Oxidative Stress Contributes to Cytoskeletal Protein Degradation of Esox lucius through Activation of Mitochondrial Apoptosis during Postmortem Storage.

Abstract

This study investigated the role of oxidative stress in the mitochondrial apoptotic pathways and structural protein degradation of fish during postmortem storage by measuring oxidative stress levels, mitochondrial antioxidant enzyme activity, mitochondrial dysfunction, apoptotic factors, and structural protein degradation (n = 3).
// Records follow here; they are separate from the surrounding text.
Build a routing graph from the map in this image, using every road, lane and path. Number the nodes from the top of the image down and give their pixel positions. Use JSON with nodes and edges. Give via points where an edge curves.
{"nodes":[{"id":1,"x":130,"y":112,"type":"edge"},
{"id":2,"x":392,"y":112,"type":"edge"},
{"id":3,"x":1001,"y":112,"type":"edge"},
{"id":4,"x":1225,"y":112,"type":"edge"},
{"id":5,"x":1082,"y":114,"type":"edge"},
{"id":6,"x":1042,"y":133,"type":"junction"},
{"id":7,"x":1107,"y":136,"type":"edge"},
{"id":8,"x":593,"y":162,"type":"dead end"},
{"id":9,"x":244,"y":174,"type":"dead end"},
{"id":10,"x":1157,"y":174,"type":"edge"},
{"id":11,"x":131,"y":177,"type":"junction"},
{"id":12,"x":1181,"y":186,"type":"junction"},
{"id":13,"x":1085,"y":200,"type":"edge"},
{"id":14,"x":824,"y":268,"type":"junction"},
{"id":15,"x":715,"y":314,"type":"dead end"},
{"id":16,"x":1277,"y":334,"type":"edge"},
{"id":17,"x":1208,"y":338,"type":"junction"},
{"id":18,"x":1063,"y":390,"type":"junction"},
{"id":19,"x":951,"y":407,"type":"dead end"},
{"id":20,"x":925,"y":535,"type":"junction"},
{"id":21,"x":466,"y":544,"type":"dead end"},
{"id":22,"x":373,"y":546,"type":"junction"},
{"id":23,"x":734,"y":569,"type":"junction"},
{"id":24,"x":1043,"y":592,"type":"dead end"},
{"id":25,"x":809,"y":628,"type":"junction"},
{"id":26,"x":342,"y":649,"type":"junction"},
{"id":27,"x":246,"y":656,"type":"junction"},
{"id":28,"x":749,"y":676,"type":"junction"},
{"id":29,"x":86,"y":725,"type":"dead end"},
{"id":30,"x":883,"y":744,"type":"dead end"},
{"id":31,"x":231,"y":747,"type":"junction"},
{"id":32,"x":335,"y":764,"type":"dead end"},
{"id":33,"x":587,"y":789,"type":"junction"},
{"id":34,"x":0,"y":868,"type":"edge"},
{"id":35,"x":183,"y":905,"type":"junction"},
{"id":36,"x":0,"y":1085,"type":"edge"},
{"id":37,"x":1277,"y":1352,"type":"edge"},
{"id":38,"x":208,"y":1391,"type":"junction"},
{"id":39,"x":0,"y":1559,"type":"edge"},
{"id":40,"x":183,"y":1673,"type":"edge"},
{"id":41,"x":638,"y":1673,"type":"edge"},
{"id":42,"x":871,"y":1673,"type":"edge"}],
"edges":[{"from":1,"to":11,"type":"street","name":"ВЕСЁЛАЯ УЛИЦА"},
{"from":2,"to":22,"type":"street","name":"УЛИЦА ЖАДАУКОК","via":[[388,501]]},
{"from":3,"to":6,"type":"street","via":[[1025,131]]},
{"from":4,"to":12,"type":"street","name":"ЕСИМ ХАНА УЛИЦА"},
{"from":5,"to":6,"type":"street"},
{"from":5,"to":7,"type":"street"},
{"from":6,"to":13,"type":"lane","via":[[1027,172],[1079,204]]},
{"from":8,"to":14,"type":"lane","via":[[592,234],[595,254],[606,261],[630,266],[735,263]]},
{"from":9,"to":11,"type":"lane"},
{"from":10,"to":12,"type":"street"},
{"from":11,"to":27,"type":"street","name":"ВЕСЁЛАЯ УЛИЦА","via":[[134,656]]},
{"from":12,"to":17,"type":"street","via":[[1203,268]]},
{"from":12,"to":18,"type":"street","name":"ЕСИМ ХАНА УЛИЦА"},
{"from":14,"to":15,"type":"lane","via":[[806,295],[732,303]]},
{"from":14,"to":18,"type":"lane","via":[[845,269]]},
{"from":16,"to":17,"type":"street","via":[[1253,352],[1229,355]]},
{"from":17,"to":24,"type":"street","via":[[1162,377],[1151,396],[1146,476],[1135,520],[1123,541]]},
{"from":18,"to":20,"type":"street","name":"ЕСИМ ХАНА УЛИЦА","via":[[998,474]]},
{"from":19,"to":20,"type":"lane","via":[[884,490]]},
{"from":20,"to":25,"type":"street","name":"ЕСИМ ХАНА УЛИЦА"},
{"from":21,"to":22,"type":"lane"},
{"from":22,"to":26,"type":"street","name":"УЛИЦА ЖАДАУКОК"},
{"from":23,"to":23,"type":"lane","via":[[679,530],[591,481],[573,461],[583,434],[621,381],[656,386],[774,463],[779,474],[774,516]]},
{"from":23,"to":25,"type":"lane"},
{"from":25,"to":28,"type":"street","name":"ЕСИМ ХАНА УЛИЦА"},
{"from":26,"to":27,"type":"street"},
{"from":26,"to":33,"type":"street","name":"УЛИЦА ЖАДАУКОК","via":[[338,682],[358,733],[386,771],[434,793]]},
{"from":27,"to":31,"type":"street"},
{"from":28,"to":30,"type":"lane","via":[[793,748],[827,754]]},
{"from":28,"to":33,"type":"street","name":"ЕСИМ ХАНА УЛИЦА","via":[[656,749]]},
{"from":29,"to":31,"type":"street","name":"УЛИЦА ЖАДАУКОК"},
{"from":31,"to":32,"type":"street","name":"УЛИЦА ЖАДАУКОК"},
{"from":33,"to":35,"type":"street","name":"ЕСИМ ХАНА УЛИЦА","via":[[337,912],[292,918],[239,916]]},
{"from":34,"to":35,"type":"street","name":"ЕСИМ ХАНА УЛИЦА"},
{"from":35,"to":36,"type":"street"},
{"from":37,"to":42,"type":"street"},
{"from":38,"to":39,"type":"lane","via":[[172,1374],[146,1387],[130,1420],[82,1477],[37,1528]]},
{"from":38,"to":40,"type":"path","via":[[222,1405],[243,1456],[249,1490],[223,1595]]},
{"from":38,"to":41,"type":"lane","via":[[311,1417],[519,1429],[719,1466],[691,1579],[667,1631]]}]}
The results revealed that reactive oxygen species (ROS) increased gradually within the first 12 h and then decreased (p < 0.05) in mitochondria. Lipid peroxidation was increased, and superoxide dismutase, catalase, and glutathione peroxidase activities were decreased in mitochondria (p < 0.05). Furthermore, oxidative stress induced mitochondrial membrane opening, mitochondrial swelling, as well as the depolarization of mitochondrial potential. This led to an increase in the release of cytochrome c from mitochondria and caspase-3 activation. Ultimately, oxidative stress promoted small protein degradation (troponin-T and desmin) and induced myofibril susceptibility to proteolysis. These observations confirmed that oxidative stress mediated the activation of mitochondrial apoptotic factors-promoted protein degradation, initiating the deterioration of fish muscle through the mitochondrial apoptotic pathway.